WORK ORDER: Your copy should hold exactly the lines from the beginning of the listing below through the line with "868px,713px 922px,699px 1015px,640px", without any pictures.

::::::::::

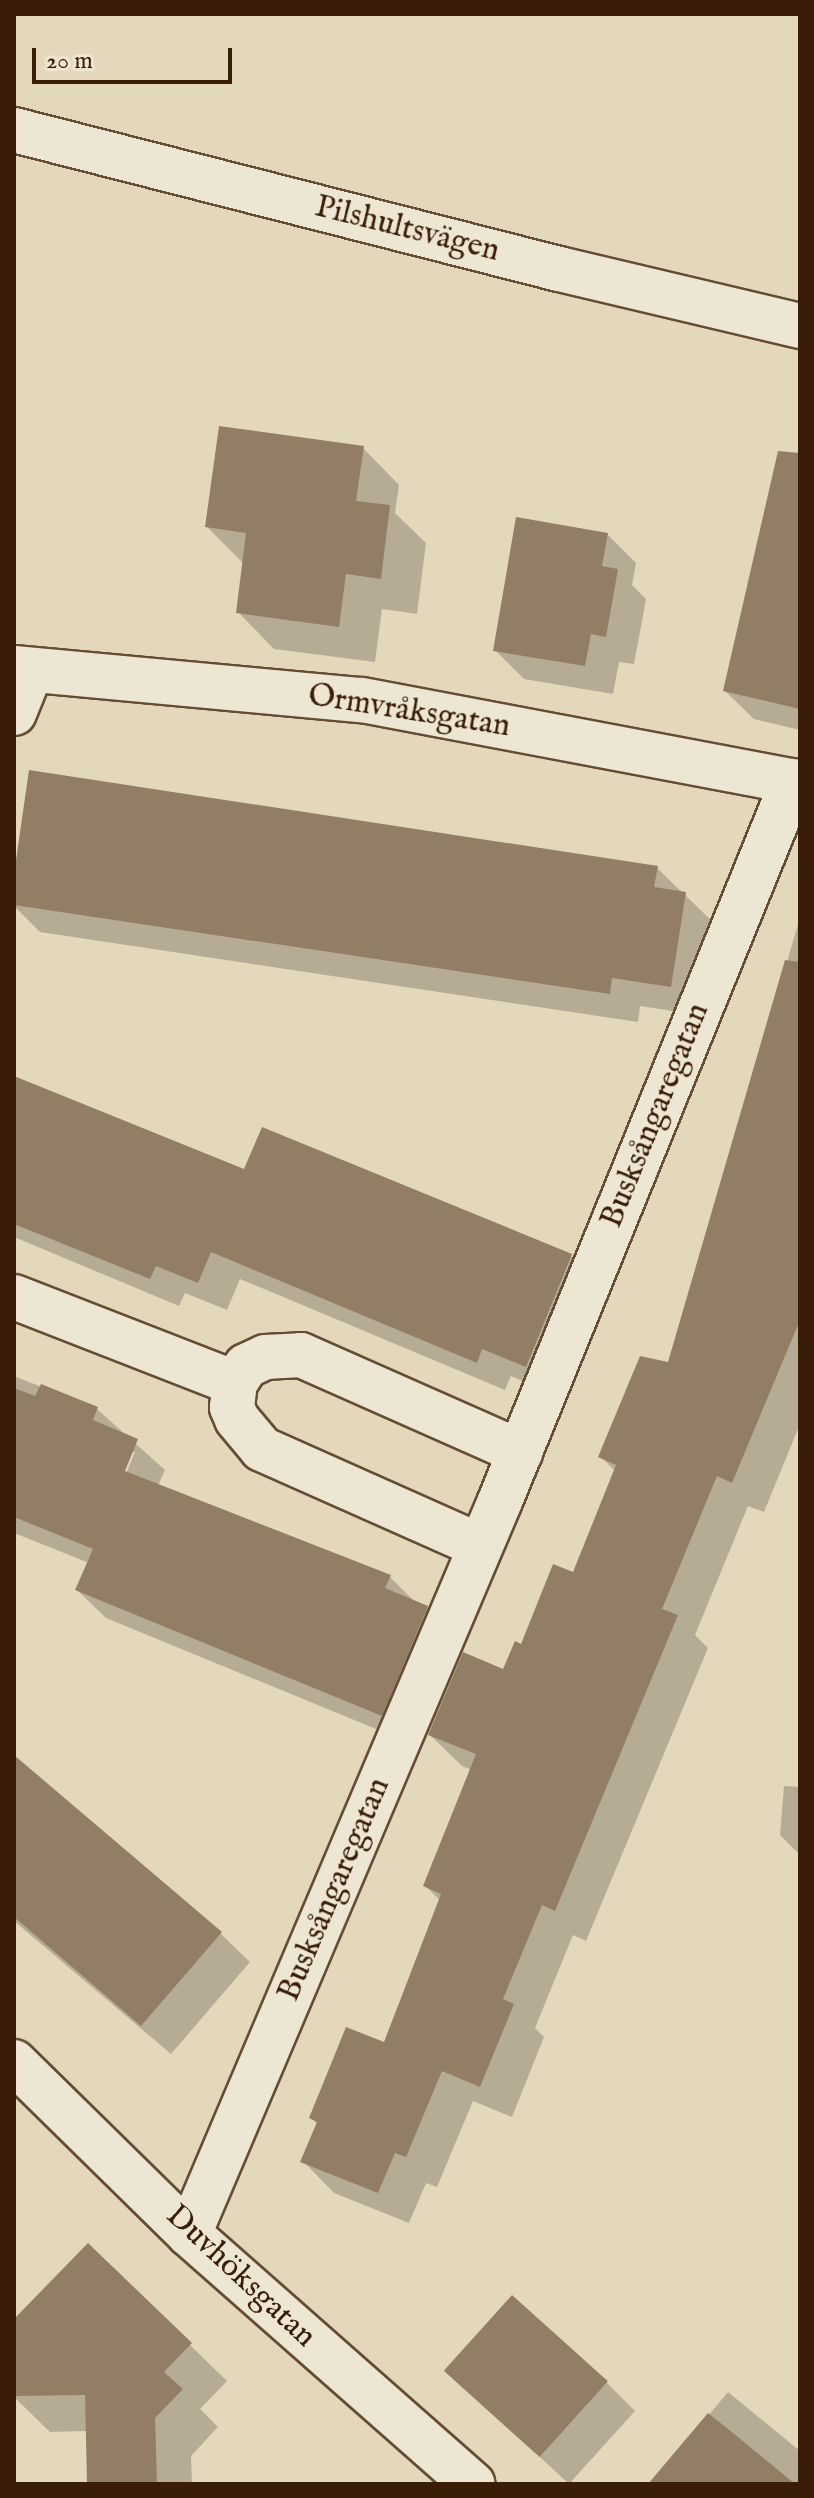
<!DOCTYPE html>
<html>
<head>
<meta charset="utf-8">
<style>
	body { margin:0 }
	#map { position:relative; width:814px; height:2498px; overflow:hidden; background:#e4d8bc; font-family:"IM FELL English",serif }
	div>[style] { position:absolute }
	.shadow>* { inset:0; background:#0003 }
	.building>* { inset:0; background:#927e66; transform-origin:0 0 }
	.roads { filter:drop-shadow(2px 0 #644c35) drop-shadow(-2px 0 #644c35) drop-shadow(0 2px #644c35) drop-shadow(0 -2px #644c35) }
	.minor>* { height:44px; margin:-22px; padding:0 22px; transform-origin:22px; border-radius:22px; background:#ede6d3 }
	.tertiary>* { height:44px; margin:-22px; padding:0 22px; transform-origin:22px; border-radius:22px; background:#ede6d3 }
	span { translate:-50% -50%; white-space:nowrap; text-align:center; line-height:1.15; -webkit-text-stroke:6px #ede6d3; paint-order:stroke }
	.street-label { font-size:32px; color:#3a1d08 }
	.frame { position:absolute; inset:0; border:16px solid #3a1d08; pointer-events:none }
	.scale { position:absolute; left:32px; top:48px; width:200px; height:36px; box-sizing:border-box; border:4px solid #3a1d08; border-top:0; padding-left:10px; font-size:24px; line-height:28px; white-space:nowrap; color:#3a1d08; -webkit-text-stroke:6px #ede6d3; paint-order:stroke }
</style>
</head>
<body>
<div id="map">
	<div class="shadow">
		<div style="clip-path:polygon(363px 448px,399px 485px,395px 513px,426px 543px,417px 614px,382px 609px,375px 662px,274px 649px,238px 612px,244px 564px,207px 527px)"></div>
		<div style="clip-path:polygon(607px 534px,636px 563px,632px 585px,646px 599px,634px 664px,619px 662px,613px 694px,524px 679px,495px 650px)"></div>
		<div style="clip-path:polygon(800px 554px,800px 730px,754px 719px,725px 691px)"></div>
		<div style="clip-path:polygon(657px 868px,713px 922px,699px 1015px,640px 1006px,638px 1022px,40px 932px,14px 906px,14px 888px)"></div>
		<div style="clip-path:polygon(798px 924px,800px 1424px,764px 1512px,748px 1506px,695px 1635px,708px 1648px,586px 1941px,573px 1935px,535px 2028px,544px 2037px,512px 2117px,473px 2101px,437px 2187px,426px 2183px,409px 2223px,334px 2193px,303px 2161px,318px 2125px,311px 2117px,386px 2045px,441px 1901px,425px 1886px,472px 1770px,462px 1766px,430px 1735px,504px 1672px,574px 1575px,616px 1472px,601px 1457px,670px 1364px)"></div>
		<div style="clip-path:polygon(14px 1077px,245px 1172px,571px 1256px,600px 1284px,554px 1395px,511px 1376px,505px 1390px,240px 1279px,227px 1310px,185px 1293px,179px 1306px,14px 1237px)"></div>
		<div style="clip-path:polygon(evenodd,14px 1376px,97px 1409px,165px 1470px,158px 1486px,390px 1577px,416px 1603px,427px 1607px,455px 1636px,410px 1743px,106px 1618px,77px 1590px,89px 1563px,14px 1533px,14px 1376px,130px 1452px,135px 1452px,123px 1481px,119px 1479px,130px 1452px)"></div>
		<div style="clip-path:polygon(14px 1759px,221px 1934px,250px 1962px,171px 2054px,14px 1921px)"></div>
		<div style="clip-path:polygon(784px 1786px,800px 1787px,800px 1855px,780px 1835px)"></div>
		<div style="clip-path:polygon(88px 2246px,227px 2381px,200px 2409px,218px 2427px,191px 2456px,192px 2484px,89px 2484px,87px 2431px,50px 2432px,14px 2397px,14px 2322px)"></div>
		<div style="clip-path:polygon(447px 2371px,606px 2382px,635px 2411px,569px 2484px)"></div>
		<div style="clip-path:polygon(728px 2392px,800px 2451px,800px 2484px,658px 2484px,654px 2480px)"></div>
	</div>
	<div class="building">
		<div style="clip-path:polygon(219px 426px,364px 446px,356px 501px,390px 505px,381px 579px,346px 574px,339px 627px,236px 613px,246px 533px,205px 527px)"></div>
		<div style="clip-path:polygon(778px 451px,800px 453px,800px 709px,723px 691px)"></div>
		<div style="clip-path:polygon(516px 517px,608px 533px,602px 566px,618px 569px,606px 637px,591px 634px,585px 666px,493px 651px)"></div>
		<div style="clip-path:polygon(29px 770px,658px 866px,654px 887px,686px 892px,671px 987px,612px 978px,610px 994px,14px 905px,14px 874px)"></div>
		<div style="clip-path:polygon(785px 960px,800px 962px,800px 1320px,732px 1483px,717px 1476px,662px 1609px,678px 1615px,555px 1911px,542px 1905px,503px 1999px,514px 2004px,480px 2087px,442px 2071px,406px 2157px,395px 2153px,378px 2193px,300px 2162px,317px 2122px,309px 2118px,346px 2027px,384px 2042px,441px 1894px,423px 1886px,476px 1754px,428px 1735px,463px 1652px,503px 1669px,515px 1641px,521px 1644px,553px 1564px,573px 1572px,616px 1465px,598px 1457px,640px 1356px,668px 1362px)"></div>
		<div style="clip-path:polygon(14px 1076px,244px 1169px,262px 1127px,572px 1254px,526px 1367px,482px 1349px,477px 1363px,211px 1252px,198px 1283px,156px 1266px,150px 1279px,14px 1224px)"></div>
		<div style="clip-path:polygon(41px 1384px,98px 1407px,93px 1420px,138px 1439px,125px 1471px,391px 1575px,385px 1588px,428px 1606px,382px 1716px,75px 1590px,93px 1549px,14px 1517px,14px 1388px,35px 1396px)"></div>
		<div style="clip-path:polygon(14px 1755px,222px 1932px,141px 2026px,14px 1917px)"></div>
		<div style="clip-path:polygon(88px 2243px,192px 2343px,164px 2372px,183px 2389px,155px 2418px,157px 2484px,87px 2484px,85px 2395px,14px 2396px,14px 2319px)"></div>
		<div style="left:512px;top:2295px;width:129px;height:102px;rotate:42deg"></div>
		<div style="clip-path:polygon(708px 2413px,733px 2433px,795px 2484px,648px 2484px)"></div>
	</div>
	<div class="roads">
		<div class="minor">
			<div style="left:14px;top:668px;width:349px;rotate:5.3deg"></div>
			<div style="left:362px;top:700px;width:446px;rotate:10.7deg"></div>
			<div style="left:14px;top:713px;width:45px;rotate:-68deg"></div>
			<div style="left:14px;top:1297px;width:237px;rotate:21.3deg"></div>
			<div style="left:480px;top:1546px;width:239px;rotate:-156deg"></div>
			<div style="left:262px;top:1449px;width:39px;rotate:-130deg"></div>
			<div style="left:237px;top:1419px;width:13px;rotate:-113deg"></div>
			<div style="left:232px;top:1407px;width:24px;rotate:-83deg"></div>
			<div style="left:235px;top:1383px;width:20px;rotate:-57deg"></div>
			<div style="left:246px;top:1366px;width:21px;rotate:-25deg"></div>
			<div style="left:265px;top:1357px;width:36px;rotate:-3deg"></div>
			<div style="left:301px;top:1355px;width:240px;rotate:23.9deg"></div>
			<div style="left:14px;top:2062px;width:245px;rotate:44.5deg"></div>
			<div style="left:189px;top:2234px;width:378px;rotate:41.4deg"></div>
			<div style="left:189px;top:2234px;width:796px;rotate:-67.01deg"></div>
			<div style="left:500px;top:1501px;width:777px;rotate:-67.86deg"></div>
		</div>
		<div class="tertiary">
			<div style="left:14px;top:130px;width:562px;rotate:14.31deg"></div>
			<div style="left:559px;top:269px;width:248px;rotate:13.3deg"></div>
		</div>
	</div>
	<div class="street-label">
		<span style="left:407px;top:230px;rotate:14deg">Pilshultsvägen</span>
		<span style="left:409px;top:712px;rotate:9deg">Ormvråksgatan</span>
		<span style="left:656px;top:1116px;rotate:-68deg">Busksångaregatan</span>
		<span style="left:335px;top:1890px;rotate:-67deg">Busksångaregatan</span>
		<span style="left:240px;top:2277px;rotate:43deg">Duvhöksgatan</span>
	</div>
	<div class="frame"></div>
	<div class="scale">20 m</div>
</div>
</body>
</html>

::::::::::

ANSWER TO THE PROBLEM:
<!DOCTYPE html>
<html>
<head>
<meta charset="utf-8">
<style>
	body { margin:0 }
	#map { position:relative; width:814px; height:2498px; overflow:hidden; background:#e4d8bc; font-family:"IM FELL English",serif }
	div>[style] { position:absolute }
	.shadow>* { inset:0; background:#0003 }
	.building>* { inset:0; background:#927e66; transform-origin:0 0 }
	.roads { filter:drop-shadow(2px 0 #644c35) drop-shadow(-2px 0 #644c35) drop-shadow(0 2px #644c35) drop-shadow(0 -2px #644c35) }
	.minor>* { height:44px; margin:-22px; padding:0 22px; transform-origin:22px; border-radius:22px; background:#ede6d3 }
	.tertiary>* { height:44px; margin:-22px; padding:0 22px; transform-origin:22px; border-radius:22px; background:#ede6d3 }
	span { translate:-50% -50%; white-space:nowrap; text-align:center; line-height:1.15; -webkit-text-stroke:6px #ede6d3; paint-order:stroke }
	.street-label { font-size:32px; color:#3a1d08 }
	.frame { position:absolute; inset:0; border:16px solid #3a1d08; pointer-events:none }
	.scale { position:absolute; left:32px; top:48px; width:200px; height:36px; box-sizing:border-box; border:4px solid #3a1d08; border-top:0; padding-left:10px; font-size:24px; line-height:28px; white-space:nowrap; color:#3a1d08; -webkit-text-stroke:6px #ede6d3; paint-order:stroke }
</style>
</head>
<body>
<div id="map">
	<div class="shadow">
		<div style="clip-path:polygon(363px 448px,399px 485px,395px 513px,426px 543px,417px 614px,382px 609px,375px 662px,274px 649px,238px 612px,244px 564px,207px 527px)"></div>
		<div style="clip-path:polygon(607px 534px,636px 563px,632px 585px,646px 599px,634px 664px,619px 662px,613px 694px,524px 679px,495px 650px)"></div>
		<div style="clip-path:polygon(800px 554px,800px 730px,754px 719px,725px 691px)"></div>
		<div style="clip-path:polygon(657px 868px,713px 922px,699px 1015px,640px 1006px,638px 1022px,40px 932px,14px 906px,14px 888px)"></div>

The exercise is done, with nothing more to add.